North Lawndale is one of the most architecturally eccentric and socially complex neighborhoods in Chicago, putting it on the cutting edge of some leading local and national trends in community development and revitalization.  Lawndale, having transitioned from a largely Italian and Irish based population at its inception in the mid 1800s, emerged as a community largely dominated by a Bohemian and, nominally, Catholic population, particularly in the south end of the neighborhood.  In the early 1900s, Lawndale transitioned again, rapidly becoming the third largest Jewish community in the world after Warsaw, Poland and New York City.
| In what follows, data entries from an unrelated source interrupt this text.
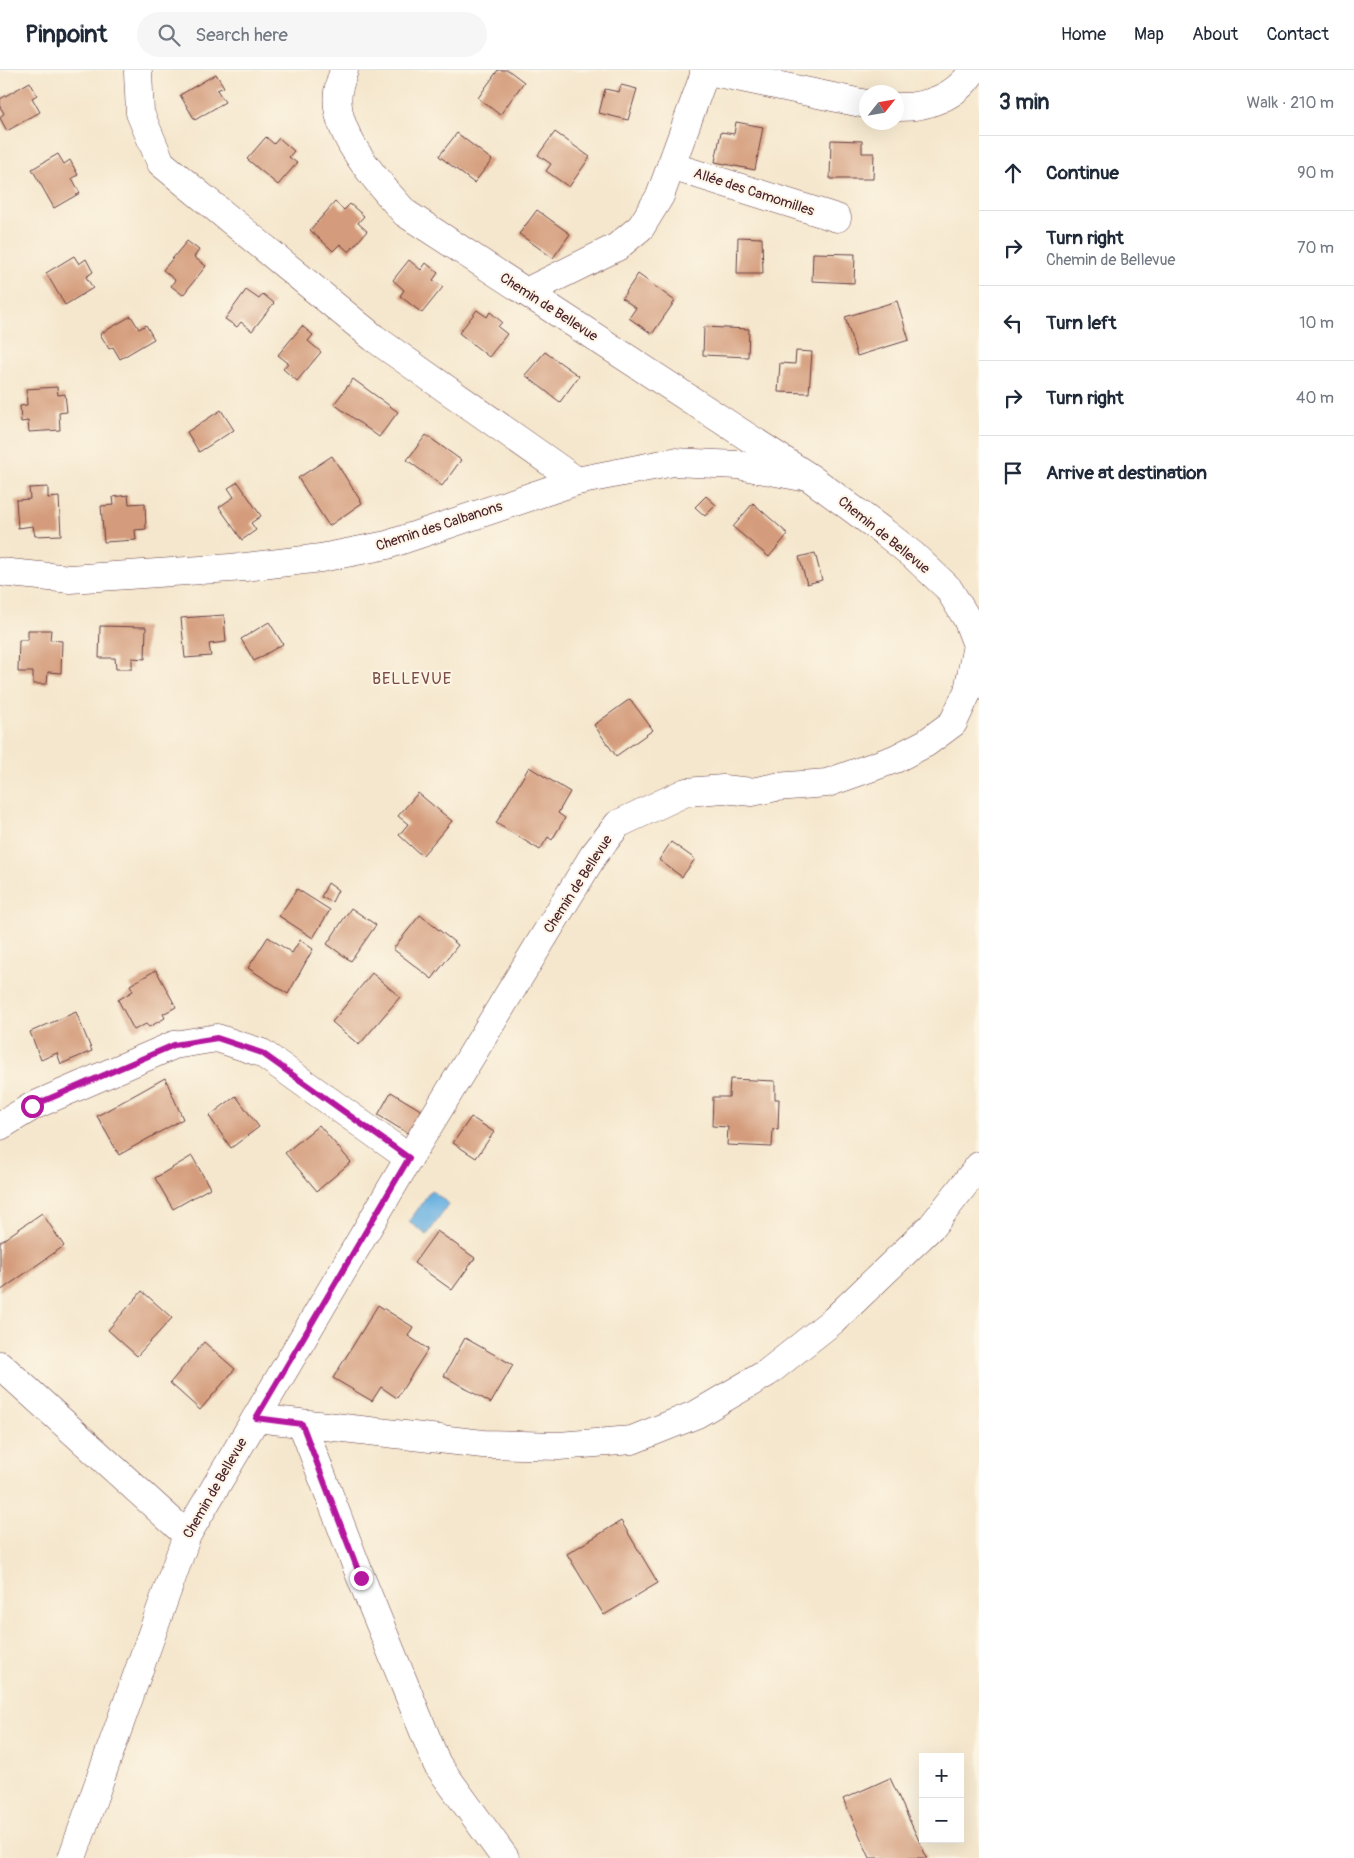 <!DOCTYPE html>
<html lang="en">
<head>
<meta charset="utf-8">
<style>
  :root { --surface:#fff; --page:#f6f6f7; --text:#1f2937; --muted:#747a83; --line:#e0e1e3 }
  body { margin:0; font-family:Pangolin,sans-serif; background:var(--page); color:var(--text) }
  .controls { position:absolute; right:15px; bottom:15px; display:grid; overflow:hidden; border-radius:0px; box-shadow:0 5px 20px #0002 }
  .controls button { width:45px; height:45px; display:grid; place-items:center; padding:0; border:0; border-bottom:1px solid var(--line); background:var(--surface); color:var(--text); font:25px sans-serif }
  .compass { position:absolute; left:859px; top:15px; width:45px; height:45px; border-radius:50%; background:var(--surface); box-shadow:0 5px 20px #0002; rotate:59deg }
  .stop { position:absolute; width:15px; height:15px; margin:-11px; border:4px solid #b5179e; border-radius:50%; background:#fff }
  .stop.end { background:#b5179e; border-color:#fff; box-shadow:0 1px 5px #0008 }
  .list { margin:0; padding:0; list-style:none }
  h2 { display:flex; justify-content:space-between; align-items:center; height:65px; margin:0; padding:0 20px; font-size:21px }
  h2 small { font-size:16px; font-weight:400; color:var(--muted) }
  .list li { display:grid; grid-template-columns:32px 1fr auto; gap:15px; align-items:center; box-sizing:border-box; height:75px; padding:0 20px; border-top:1px solid var(--line) }
  .list b { display:block; font-size:19px; white-space:nowrap }
  .list p { margin:0; font-size:16px; white-space:nowrap; color:var(--muted) }
  .list em { font-size:16px; font-style:normal; color:var(--muted) }
  .icon { flex:none; width:28px; height:28px; fill:none; stroke:currentColor; stroke-width:2; stroke-linecap:round; stroke-linejoin:round }
  .map { position:relative; flex:none; width:979px; height:1788px; overflow:hidden }
  header { display:flex; align-items:center; gap:30px; box-sizing:border-box; height:70px; padding:0 25px; background:var(--surface); border-bottom:1px solid var(--line) }
  header strong { font-size:24px }
  nav { display:flex; gap:28px; margin-inline-start:auto; font-size:18px }
  .search { width:350px; height:45px; background:var(--page); display:flex; align-items:center; gap:12px; box-sizing:border-box; padding:0 18px; border-radius:28px; color:var(--muted); font-size:19px }
  main { display:flex }
  aside { flex:1; background:var(--surface) }
  .map>svg:first-child { display:block }
  .water { fill:#69b1e1; stroke:#5a6886 }
  .building { fill:#d49c7b }
  .lines { fill:none; stroke-linecap:round; stroke-linejoin:round }
  .street-casing { stroke:#643d43; stroke-width:29 }
  .street { stroke:#fff; stroke-width:28 }
  .route { stroke:#b5179e; stroke-width:6 }
  .labels { text-anchor:middle; dominant-baseline:central; stroke-width:4; stroke-linejoin:round; paint-order:stroke }
  .street-label { font-size:14px; fill:#4a1f2b; stroke:#fcf5e5 }
  .quarter-label { font-size:16px; letter-spacing:1px; fill:#7a4b47; stroke:#fcf5e5 }
</style>
</head>
<body>
<header>
<strong>Pinpoint</strong>
<div class="search"><svg class="icon" aria-label="search" viewBox="0 0 24 24"><circle cx="10" cy="10" r="6"/><path d="M15 15l6 6"/></svg>Search here</div>
<nav><a>Home</a><a>Map</a><a>About</a><a>Contact</a></nav>
</header>
<main>
<div class="map">
<svg width="979" height="1788" viewBox="0 0 979 1788">
  <rect width="100%" height="100%" fill="#fcf5e5"/>
  <filter id="ink" filterUnits="userSpaceOnUse"><feTurbulence type="fractalNoise" baseFrequency=".02" numOctaves="2"/><feDisplacementMap in="SourceGraphic" scale="10" xChannelSelector="R" yChannelSelector="G"/><feConvolveMatrix kernelMatrix="1 2 1 2 8 2 1 2 1" color-interpolation-filters="sRGB"/></filter>
  <filter id="wash" filterUnits="userSpaceOnUse"><feTurbulence type="fractalNoise" baseFrequency=".0096" numOctaves="4" result="noise"/><feDisplacementMap in="SourceGraphic" scale="20" xChannelSelector="R" yChannelSelector="G"/><feGaussianBlur stdDeviation="1.12" result="paint"/><feColorMatrix in="noise" values="0 0 0 0 0 0 0 0 0 0 0 0 0 0 0 0 0 1.4 0 .05"/><feComposite in="paint" operator="in"/></filter>
  <g filter="url(#wash)">
    <rect width="100%" height="100%" fill="#f5e7cd"/>
    <path class="water" d="M431,1120L449,1134L427,1165L409,1152Z"/>
    <g id="blocks">
      <g class="building">
        <path d="M498,0H508L524,12L500,45L478,28Z"/>
        <path d="M216,4L224,17L217,20L225,32L195,50L180,25Z"/>
        <path d="M30,12L37,25L32,28L40,42L7,61L0,48L4,43L0,37V29Z"/>
        <path d="M621,15L637,19L628,50L599,43L605,19L619,22Z"/>
        <path d="M736,52L763,57L755,100L715,92L721,62L734,64Z"/>
        <path d="M555,62L590,87L569,117L546,101L551,94L538,85Z"/>
        <path d="M457,63L492,90L474,113L439,86Z"/>
        <path d="M266,67L274,74L279,68L294,81L289,87L297,93L278,115L247,89Z"/>
        <path d="M831,70L862,71V83H874L873,109H830Z"/>
        <path d="M58,84L64,94L70,90L78,105L72,108L80,123L54,138L32,99Z"/>
        <path d="M335,132L344,140L350,134L364,146L358,153L367,161L349,182L340,174L333,181L310,160Z"/>
        <path d="M537,140L570,164L553,188L519,164Z"/>
        <path d="M738,167L762,168L763,204H737Z"/>
        <path d="M187,171L199,180L194,187L206,196L183,225L171,216L175,210L163,200Z"/>
        <path d="M813,183L855,184L854,213L812,211Z"/>
        <path d="M74,186L79,194L86,189L93,202L86,207L93,218L65,235L46,203Z"/>
        <path d="M409,190L421,200L426,193L438,203L433,210L443,217L422,243L400,226L404,220L393,210Z"/>
        <path d="M638,204L675,231L652,264L629,248L636,238L622,228Z"/>
        <path d="M246,220L259,229L263,224L274,233L252,261L241,252L237,257L225,249Z"/>
        <path d="M897,231L909,270L857,286L845,247Z"/>
        <path d="M477,240L487,247L490,242L502,252L498,257L507,264L489,287L459,263Z"/>
        <path d="M131,246L139,259L146,255L154,269L120,289L113,277L109,279L100,264Z"/>
        <path d="M302,256L313,265L308,271L321,282L297,311L283,299L288,293L278,285Z"/>
        <path d="M704,257L749,259L748,287L703,285Z"/>
        <path d="M796,281L812,282L809,323L778,322L780,293L795,294Z"/>
        <path d="M545,282L579,306L560,332L525,305Z"/>
        <path d="M353,309L398,342L379,367L334,334Z"/>
        <path d="M57,317L58,325L65,324L67,342L59,343L60,360L29,362L28,351L21,352L20,336L27,335L26,319Z"/>
        <path d="M221,340L234,360L199,382L187,362Z"/>
        <path d="M426,365L461,390L442,416L407,390Z"/>
        <path d="M332,386L362,433L329,456L298,408Z"/>
        <path d="M238,412L261,446L251,453L256,460L242,470L219,437L234,427L228,418Z"/>
        <path d="M48,417V428L59,427L61,465L35,466L33,456L18,458L16,430L30,429L29,418Z"/>
        <path d="M128,425L129,434L145,433L146,459L135,460L136,470L104,472L101,436L114,435L113,427Z"/>
        <path d="M706,426L716,435L705,446L695,437Z"/>
        <path d="M753,433L788,464L769,487L733,457Z"/>
        <path d="M815,483L822,510L807,514L799,487Z"/>
        <path d="M224,545L226,572L209,574L211,586L185,588L181,548Z"/>
        <path d="M269,552L283,574L254,591L241,569Z"/>
        <path d="M100,556L146,557L145,589L132,588V599H116L115,588H99Z"/>
        <path d="M28,560H51L50,570L62,571L61,603L48,602L47,614H33V602H18L19,570H28Z"/>
        <path d="M630,629L653,660L616,686L594,655Z"/>
        <path d="M529,697L570,722L558,743L565,748L552,770L548,767L540,780L496,753Z"/>
        <path d="M418,723L452,751L422,786L399,765L408,754L398,746Z"/>
        <path d="M671,772L695,789L682,807L659,790Z"/>
        <path d="M328,813L338,820L332,832L321,827Z"/>
        <path d="M297,819L330,840L313,868L279,846Z"/>
        <path d="M351,838L376,855L351,891L327,874Z"/>
        <path d="M420,845L458,875L432,909L393,879Z"/>
        <path d="M268,867L292,883L300,870L313,879L288,924L248,898Z"/>
        <path d="M156,900L176,937L163,944L165,948L149,957L146,954L134,960L118,930L133,921L130,915Z"/>
        <path d="M372,903L400,927L359,975L332,952Z"/>
        <path d="M76,942L92,981L61,994L57,983L41,990L30,962Z"/>
        <path d="M165,1008L183,1049L119,1085L97,1046Z"/>
        <path d="M730,1009L775,1011V1029H779L778,1060L773,1059L772,1077L727,1075L728,1057L712,1056L713,1027H729Z"/>
        <path d="M391,1022L427,1044L412,1066L378,1045Z"/>
        <path d="M236,1026L259,1057L231,1078L209,1046Z"/>
        <path d="M471,1047L494,1062L476,1088L453,1073Z"/>
        <path d="M319,1055L351,1092L317,1121L285,1083Z"/>
        <path d="M192,1086L210,1118L173,1139L155,1108Z"/>
        <path d="M42,1143L64,1176L0,1221V1172Z"/>
        <path d="M437,1161L475,1188L452,1220L414,1193Z"/>
        <path d="M142,1221L172,1248L137,1286L108,1260Z"/>
        <path d="M378,1235L413,1257L408,1266L428,1279L397,1328L381,1317L372,1331L333,1308Z"/>
        <path d="M465,1268L513,1295L491,1333L444,1306Z"/>
        <path d="M204,1272L235,1299L200,1340L170,1313Z"/>
        <path d="M621,1451L658,1513L604,1545L567,1484Z"/>
        <path d="M890,1708L927,1788H870L843,1729Z"/>
      </g>
    </g>
  </g>
  <g filter="url(#ink)">
    <use href="#blocks" fill-opacity="0" stroke="#643d43" stroke-width="1"/>
    <g class="lines">
      <g class="street-casing">
        <g id="street">
          <path d="M704,0L866,34"/>
          <path d="M138,2L140,43L161,93L374,268L577,411"/>
          <path d="M896,37C926,38 957,27 973,0"/>
          <path d="M671,96L837,148"/>
          <path d="M526,222L617,177L641,157L660,126L706,0"/>
          <path d="M0,502L70,509L245,497L321,488L387,475L577,411L673,392L738,395L797,406"/>
          <path d="M0,1056L33,1036L174,975L217,968L262,983L409,1088"/>
          <path d="M0,1295L187,1465"/>
          <path d="M256,1348L483,1374L559,1376L632,1370L697,1344L767,1303L834,1250L932,1156L979,1096"/>
          <path d="M302,1354L361,1508L437,1694L505,1788"/>
          <path d="M72,1788L187,1465L409,1088L593,786L618,754L686,722L723,719L752,722L776,717L827,713L895,689L926,673L953,653L968,621L977,575L967,549L948,518L913,485L884,462L812,409L405,143C379,113 332,64 338,22C339,15 342,7 344,0"/>
        </g>
      </g>
      <use href="#street" class="street"/>
    </g>
  </g>
  <g class="lines" filter="url(#ink)">
    <path class="route" d="M32,1036L174,975L217,968L262,983L409,1088L256,1348L302,1354L361,1508"/>
  </g>
  <g class="labels">
    <g class="street-label">
      <text transform="translate(754 122) rotate(18)">Allée des Camomilles</text>
      <text transform="translate(549 237) rotate(33)">Chemin de Bellevue</text>
      <text transform="translate(439 456) rotate(-18)">Chemin des Calbanons</text>
      <text transform="translate(884 465) rotate(39)">Chemin de Bellevue</text>
      <text transform="translate(578 814) rotate(-57)">Chemin de Bellevue</text>
      <text transform="translate(215 1418) rotate(-60)">Chemin de Bellevue</text>
    </g>
    <g class="quarter-label">
      <text x="412" y="609">BELLEVUE</text>
    </g>
  </g>
</svg>
<div class="controls">
<button>+</button>
<button>−</button>
</div>
<svg class="compass" viewBox="-18 -18 36 36"><path d="M0-13l5 13h-10z" fill="#e53935"/><path d="M0 13l5-13h-10z" fill="#747a83"/></svg>
<div class="stop" style="left:32px;top:1036px"></div>
<div class="stop end" style="left:361px;top:1508px"></div>
</div>
<aside>
<h2>3 min<small>Walk · 210 m</small></h2>
<ul class="list">
<li><svg class="icon" aria-label="ahead" viewBox="0 0 24 24"><path d="M12 20V5M6 11l6-6 6 6"/></svg><div><b>Continue</b></div><em>90 m</em></li>
<li><svg class="icon" aria-label="right" viewBox="0 0 24 24"><path d="M7 20v-9h11M14 6l5 5-5 5"/></svg><div><b>Turn right</b><p>Chemin de Bellevue</p></div><em>70 m</em></li>
<li><svg class="icon" aria-label="left" viewBox="0 0 24 24"><path d="M17 20v-9H6M10 6l-5 5 5 5"/></svg><div><b>Turn left</b></div><em>10 m</em></li>
<li><svg class="icon" aria-label="right" viewBox="0 0 24 24"><path d="M7 20v-9h11M14 6l5 5-5 5"/></svg><div><b>Turn right</b></div><em>40 m</em></li>
<li><svg class="icon" aria-label="arrive" viewBox="0 0 24 24"><path d="M6 21V4h12l-3 4 3 4H6"/></svg><div><b>Arrive at destination</b></div></li>
</ul>
</aside>
</main>
</body>
</html>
 The strong Jewish presence began to animate much of the personality and architectural character of the neighborhood, with residents as notable as Golda Meir and Benny Goodman, and an architectural landscape with the largest concentrations of synagogues in the country, some of the first large theaters in the country, and exceptional cultural spaces such as the Jewish People’s Institute.  The industrial infrastructure was second-to-none and included Sears Roebuck and Co. and Western Electric.  Following World War II, the neighborhood began a slow, then rapid transition to become the first African-American community on Chicago’s west side. Notable residents included Dinah Washington and Dr. Martin Luther King, Jr.

 

A community so chockablock with waves of migrants and cultures, Lawndale was a virtual cultural smorgasbord of ideas and intellectual ferment.  It was a testing ground for ideas and activism around Zionism, Civil Rights, housing policies, industrial psychology and scientific management, community organizing and black power.  It was a community in which the boundaries of capitalism were pushed by Sears, Roebuck and Company. Julius Rosenwald, one of Sear’s leaders, made a social and political statement with his philanthropy devoted to African-American artists, and the education of up to one-third of all African-American children in the south through the Rosenwald Schools.  Sadly, Lawndale, and its west-side neighbor, Garfield Park, were heavily damaged by the social unrest following the assassination of Martin Luther King, Jr. in 1968.  Public policies at the national level also shifted resources away from central cities leading to significant disinvestment in communities around the country such as Lawndale.

 

Neighborworks Day June 2011

 

  Photos © 2011 by: Rick Hicaro,Jane England,Robert Kalnitz

 

 

NHS has identified a number of partners to help with its work in North Lawndale. In addition to all its significant social and historical assets, Lawndale has an incredible “built environment” that has been celebrated by the Chicago Architecture Foundation, the National Trust for Historic Preservation, the Burnham Prize in Architecture, and Places, a Forum of Design for the Public Realm. NHS launched its Historic Chicago Greystone Initiative® in North Lawndale because of the concentration of buildings with limestone facades, thus dubbing North Lawndale the “buckle on the Greystone Belt.” Supported by the Driehaus Foundation and the City of Chicago, the program seeks to utilize Lawndale’s unique assets as a platform from which subsequent development might be launched. These efforts generated significant attention and publicity, including the publication The Chicago Greystone in Historic North Lawndale. LEARN MORE…

 

Innovations in North Lawndale

 

Earlier innovations were launched in the neighborhood in an effort to enhance the neighborhood’s social and human capital. An Individual Development Account and Employee-Assisted Programs were piloted in the neighborhood. Affordable housing developments under the New Homes for Chicago model have been completed, and others are being developed to balance market-rate developments in the community that is being developed by for-profit developers. Several charter schools have opened in an effort to enhance the community’s educational infrastructure, including the LEED Gold certified award winning Power House High School, and Legacy Academy (K-8) that is supported by Sonnenschein, Nath and Rosenthal, LLP.

 

North Lawndale’s unique cultural and physical assets, its proximity to Chicago’s Loop, the University of Illinois at Chicago, the Illinois Medical District, and other institutions makes it a highly desirable location for investment, residentially and commercially. The opportunity to build new on developable land and the existing housing and commercial stock offers a highly compatible environment in which Lawndale’s existing residents can benefit from future development and new residents can be welcomed. It presents a rare opportunity to achieve the goals of achieving affordable housing with a mix of market-rate housing; to push the boundaries of sustainable and environmentally sensitive development; to encourage innovative and smart design that is integrated with historically significant housing and industrial infrastructure; and to learn from the myriad cultures that have called North Lawndale home. When the Chicago Architecture Club chose North Lawndale to be the site of the Burnham Prize competition in Architecture in 2006, it was clear that this is a community that will “make no small plans.” Chicago, and the county, can indeed “Learn from North Lawndale.”